In the 1920s, Mattie Jacobs Fuller was a fixture around Bloomington, playing her portable Bilhorn organ and collecting money for her church in the “silver loving cup” atop the instrument.
In the 1920s, Mattie Jacobs Fuller was a fixture around Bloomington, playing her portable Bilhorn organ and collecting money for her church in the “silver loving cup” atop the instrument.

While concertgoers are nowadays inclined to travel dozens of miles and spend hundreds of dollars on a performance, there was a brief time in the early 1920s when a spirited performer by the name of Mattie Jacobs Fuller brought the show straight to you.

Born in Kentucky to enslaved parents, Fuller and her family moved to Bloomington after the Civil War, but hardship soon followed. After her mother died, the 9-year-old became an indentured servant to an Indiana physician, despite the practice being illegal. Eventually being freed through a marriage at 14, she found a sense of purpose through beautician work.

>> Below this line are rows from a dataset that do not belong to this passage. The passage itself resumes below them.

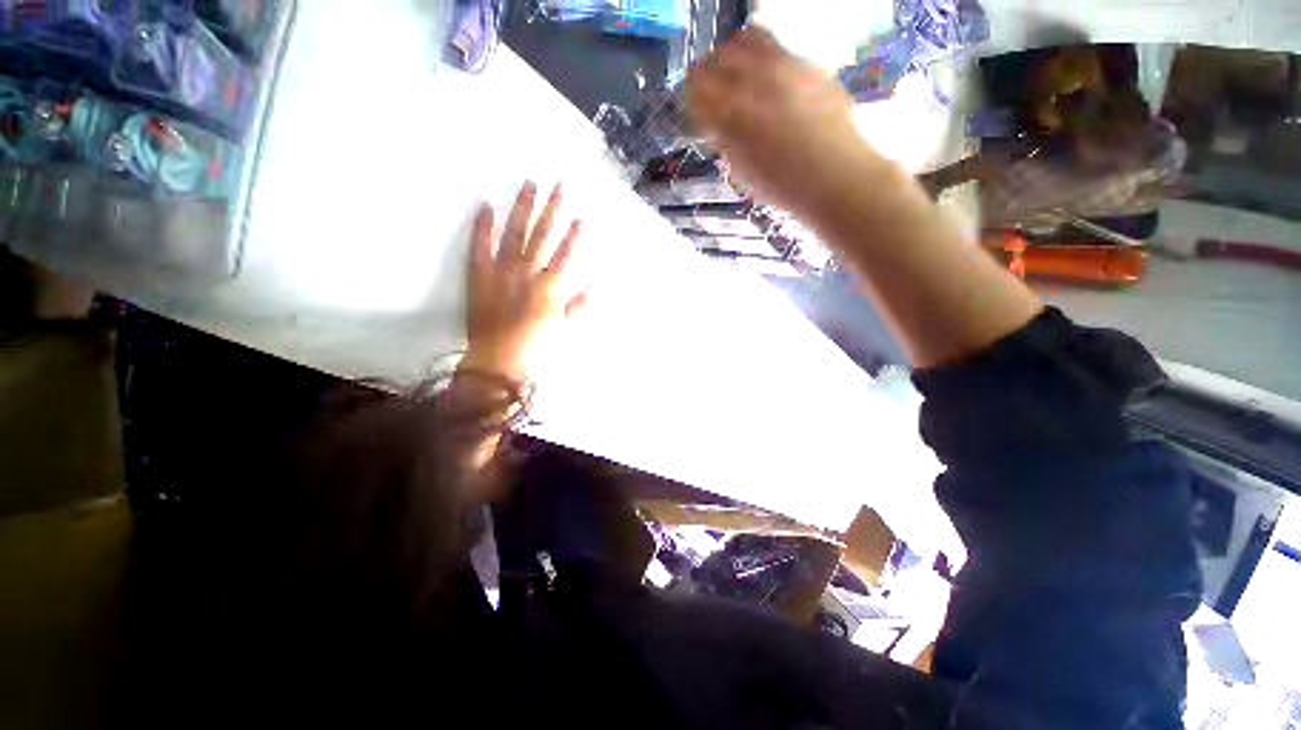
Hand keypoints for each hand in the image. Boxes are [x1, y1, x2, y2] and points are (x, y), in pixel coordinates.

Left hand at [460, 181, 588, 384]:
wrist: (497, 359)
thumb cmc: (535, 347)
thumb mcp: (563, 329)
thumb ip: (577, 307)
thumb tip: (592, 288)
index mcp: (549, 288)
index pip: (566, 255)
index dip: (574, 235)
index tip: (581, 216)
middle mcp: (527, 273)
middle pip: (542, 236)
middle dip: (552, 209)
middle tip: (558, 184)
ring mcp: (501, 271)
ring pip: (514, 233)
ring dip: (522, 208)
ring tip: (529, 185)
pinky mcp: (478, 274)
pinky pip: (479, 246)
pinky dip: (482, 226)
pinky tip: (486, 205)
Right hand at [687, 27, 865, 215]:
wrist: (835, 176)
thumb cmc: (782, 185)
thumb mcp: (741, 169)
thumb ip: (725, 139)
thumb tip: (716, 123)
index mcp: (732, 112)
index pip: (697, 86)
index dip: (693, 99)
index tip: (698, 111)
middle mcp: (755, 79)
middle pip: (717, 56)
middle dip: (711, 74)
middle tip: (716, 95)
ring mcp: (786, 66)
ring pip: (747, 38)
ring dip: (738, 56)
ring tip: (743, 79)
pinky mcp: (810, 64)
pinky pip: (779, 48)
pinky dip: (766, 60)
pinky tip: (773, 84)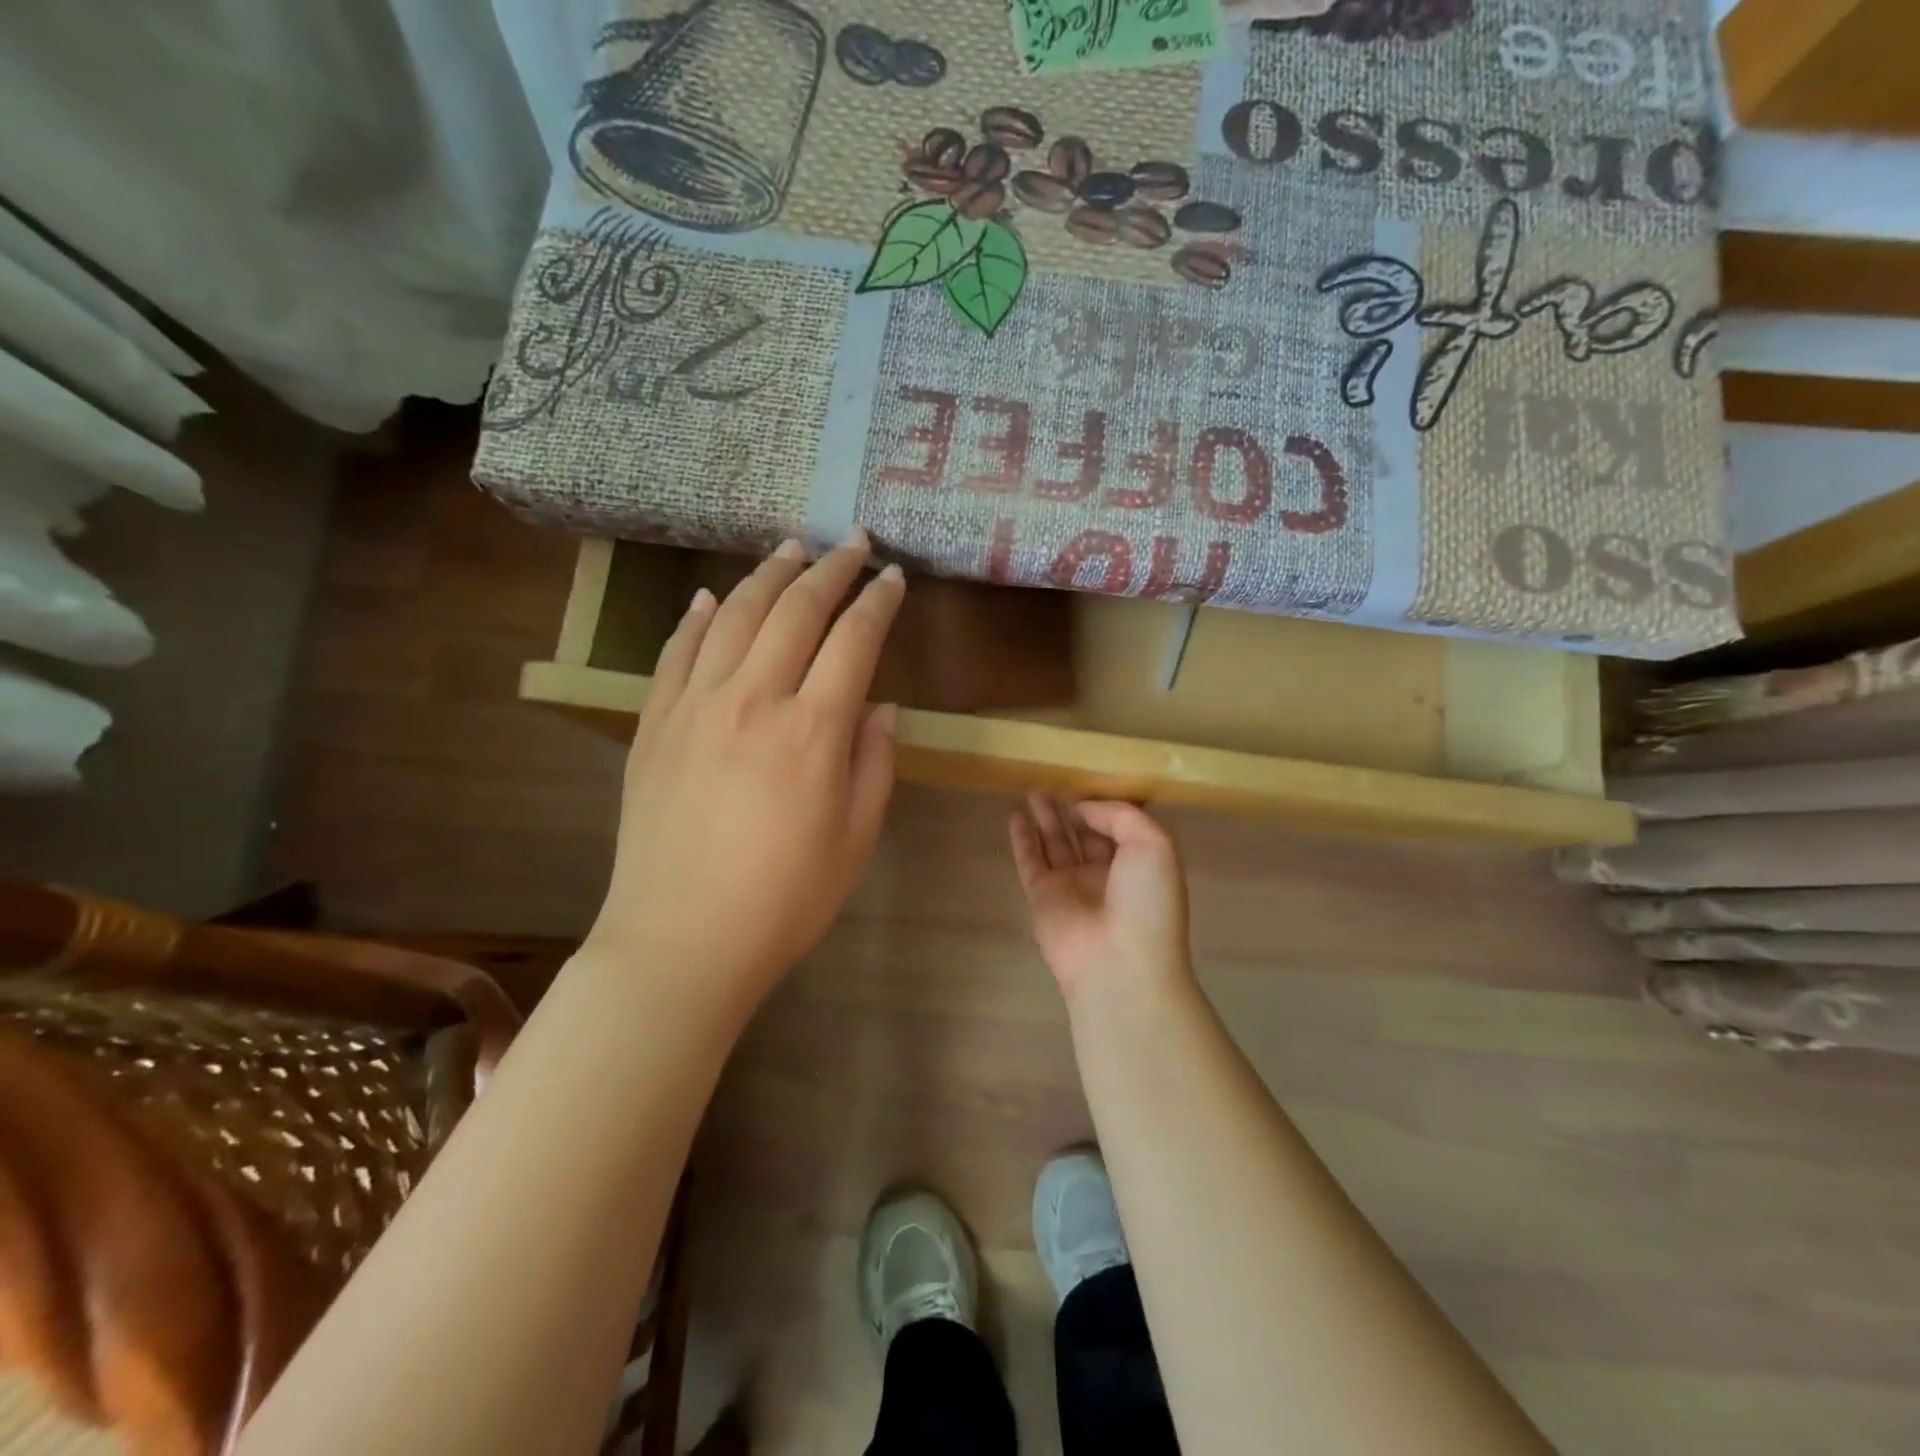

For the next several years, she owned and operated a beauty parlor in the Allen Building on East Kirkwood Avenue, where she would make a name for herself as one of the city's first beauticians.

While Fuller was a beautician by trade, she was a performer at heart. She often sung gospel hymns and spiritual music, crediting her affinity to her early memories of leaving Kentucky with the hopes of making a new life.

"I just believe what makes me love music so well is hearing a big harp as my folks cross the Ohio River on a boat. That was the sweetest music I ever heard," Fuller recalled in an interview later transcribed in "Homeless, Friendless, and Penniless: The WPA Interviews with Former Slaves Living in Indiana" by Ronald L. Baker.

Fuller was a dedicated member of Bethel A.M.E. Church, where she played piano for the congregation on Sundays. When the congregants had to raise funds for their new building, Fuller took her portable Bilhorn organ to the streets.

For several years, she moved her piano across the area, performing her favorite gospels for anyone inclined to drop a few coins into her "silver loving cup." Fuller played at any gathering, whether it was a large crowd at a county fair or a gaggle of picnic enjoyers at a park. Wherever there was an audience, Fuller put on a show. She raised around $12,000 to go toward the church's mortgage.

Her fundraising and building pursuits went beyond her house of worship. As an older woman, she constructed her own home out of various materials she'd collected or was gifted throughout the years.

"The people I was bound to gave me a dollar and told me to build a house," Fuller was quoted in Baker's book as saying. "I have been building ever since."

In that interview, Fuller pointed out several household items — a plate glass window, gifted for her dedication to the church, and a washstand, passed on by a local judge. Following her tumultuous youth, the older Fuller emphasized how important it was to have one's own home.

"I can't bear to give up my home and liberty," Fuller noted. "My father and mother were slaves, and I was bound. So I want to stay in my home."